As ofertas em consonância com as políticas de inclusão digital, a exemplo do programa Internet 0800 do Ministério das Comunicações, também não estariam em conflito com o Marco Civil. Isto porque, elas não representam “acesso priorizado” e as demais aplicações não são “degradadas” para a sua garantia. Na verdade, trata-se da democratização do acesso às aplicações.

Por outro lado, a lei prevê que a discriminação ou degradação do tráfego será permitida, nos termos do Decreto sob discussão, e somente poderá decorrer de requisitos técnicos indispensáveis à prestação adequada dos serviços e aplicações e priorização de serviços de emergência.
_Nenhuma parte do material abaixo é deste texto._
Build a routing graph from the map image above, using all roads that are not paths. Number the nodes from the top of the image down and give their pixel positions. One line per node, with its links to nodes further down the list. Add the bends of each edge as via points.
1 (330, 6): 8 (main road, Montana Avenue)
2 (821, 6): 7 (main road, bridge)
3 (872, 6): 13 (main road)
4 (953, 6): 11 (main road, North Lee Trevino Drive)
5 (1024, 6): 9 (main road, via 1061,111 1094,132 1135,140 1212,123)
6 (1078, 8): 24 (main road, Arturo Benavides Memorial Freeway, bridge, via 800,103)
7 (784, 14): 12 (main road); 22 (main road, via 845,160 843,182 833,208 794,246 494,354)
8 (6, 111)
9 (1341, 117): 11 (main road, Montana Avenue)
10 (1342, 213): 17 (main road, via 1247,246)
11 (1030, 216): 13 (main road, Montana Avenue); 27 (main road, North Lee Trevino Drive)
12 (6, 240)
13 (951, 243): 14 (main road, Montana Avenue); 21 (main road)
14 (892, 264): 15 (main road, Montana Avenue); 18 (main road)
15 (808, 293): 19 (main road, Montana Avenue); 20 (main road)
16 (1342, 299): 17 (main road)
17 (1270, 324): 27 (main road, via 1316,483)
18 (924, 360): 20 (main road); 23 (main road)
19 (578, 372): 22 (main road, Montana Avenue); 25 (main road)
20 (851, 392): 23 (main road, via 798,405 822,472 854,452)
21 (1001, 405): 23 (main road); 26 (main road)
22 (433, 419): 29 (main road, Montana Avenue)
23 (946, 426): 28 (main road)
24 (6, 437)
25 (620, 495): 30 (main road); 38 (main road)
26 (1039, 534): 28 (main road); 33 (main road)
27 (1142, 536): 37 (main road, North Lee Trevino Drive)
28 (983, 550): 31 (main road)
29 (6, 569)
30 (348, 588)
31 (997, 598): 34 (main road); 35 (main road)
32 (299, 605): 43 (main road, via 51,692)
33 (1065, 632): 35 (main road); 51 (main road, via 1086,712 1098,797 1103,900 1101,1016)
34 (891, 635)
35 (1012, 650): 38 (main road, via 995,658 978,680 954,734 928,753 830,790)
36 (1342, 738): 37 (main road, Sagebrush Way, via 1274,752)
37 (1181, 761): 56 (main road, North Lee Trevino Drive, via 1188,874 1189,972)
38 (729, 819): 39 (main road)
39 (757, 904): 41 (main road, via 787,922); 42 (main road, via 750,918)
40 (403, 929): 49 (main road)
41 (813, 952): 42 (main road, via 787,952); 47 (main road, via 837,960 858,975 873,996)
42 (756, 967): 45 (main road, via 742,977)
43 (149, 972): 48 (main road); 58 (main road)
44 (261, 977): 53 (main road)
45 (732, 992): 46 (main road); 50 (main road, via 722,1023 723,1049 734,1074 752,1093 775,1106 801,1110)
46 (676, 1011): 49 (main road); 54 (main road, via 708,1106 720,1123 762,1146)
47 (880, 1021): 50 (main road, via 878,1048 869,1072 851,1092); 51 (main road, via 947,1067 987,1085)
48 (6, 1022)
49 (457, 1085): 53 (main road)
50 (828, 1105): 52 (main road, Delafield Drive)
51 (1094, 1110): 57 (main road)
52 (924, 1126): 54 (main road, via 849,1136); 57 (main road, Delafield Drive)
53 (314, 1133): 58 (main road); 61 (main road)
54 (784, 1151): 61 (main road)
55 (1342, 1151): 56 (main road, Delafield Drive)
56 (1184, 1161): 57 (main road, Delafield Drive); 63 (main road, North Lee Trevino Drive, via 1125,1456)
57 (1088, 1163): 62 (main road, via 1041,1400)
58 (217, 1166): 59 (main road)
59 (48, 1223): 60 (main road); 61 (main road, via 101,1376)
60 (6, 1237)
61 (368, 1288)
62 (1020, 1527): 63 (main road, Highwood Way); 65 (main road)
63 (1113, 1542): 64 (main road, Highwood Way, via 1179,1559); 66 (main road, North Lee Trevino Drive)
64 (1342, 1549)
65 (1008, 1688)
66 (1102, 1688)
Neste sentido, entendemos que as exceções devem abarcar ações que visem a melhoria da experiência de acesso do usuário às aplicações e a segurança da rede, tais como:

1. Otimização de Conteúdo: adaptação de formatos conteúdos de acordo com o tipo de terminal, móvel ou fixo. Dada a diversidade de tecnologias e terminais em uso, o formato de conteúdo adaptado garante uma melhor qualidade de experiência do usuário, economia de recursos do terminal (como por exemplo, carga da bateria), possibilitando maior velocidade no acesso aos conteúdos e menor consumo da franquia de dados (para os casos de planos limitados por volume);
2. Armazenamento Temporário de Conteúdos: armazenamento temporário de conteúdos multimídia em pontos mais próximos ao cliente. Estas soluções são baseadas na popularidade do conteúdo, representando, portanto, o interesse geral dos assinantes sem identificá-los individualmente, ou seja, o armazenamento temporário de conteúdos não fere a privacidade do usuário;
3. Compressão de Dados: para atendimento a localidades com poucos recursos de transmissão o Provedor de Conexão poderá fazer uso de ferramentas de compressão de dados. Tais ferramentas comprimem os dados de forma automática os dados e alteram os seus formatos para que possam ser transmitidos de uma forma mais eficiente. Esta funcionalidade não altera o conteúdo dos dados e respeita os princípios de isonomia, confidencialidade do usuário e sigilo de comunicação;
4. Mitigação de ataques: quando da existência de um ataque cibernético, o provedor de conexão pode adotar medidas de filtragem ou bloqueio de pacotes relacionados ao ataque a fim de garantir os aspectos de confidencialidade, integridade e disponibilidade do serviço ofertado aos clientes e da própria rede.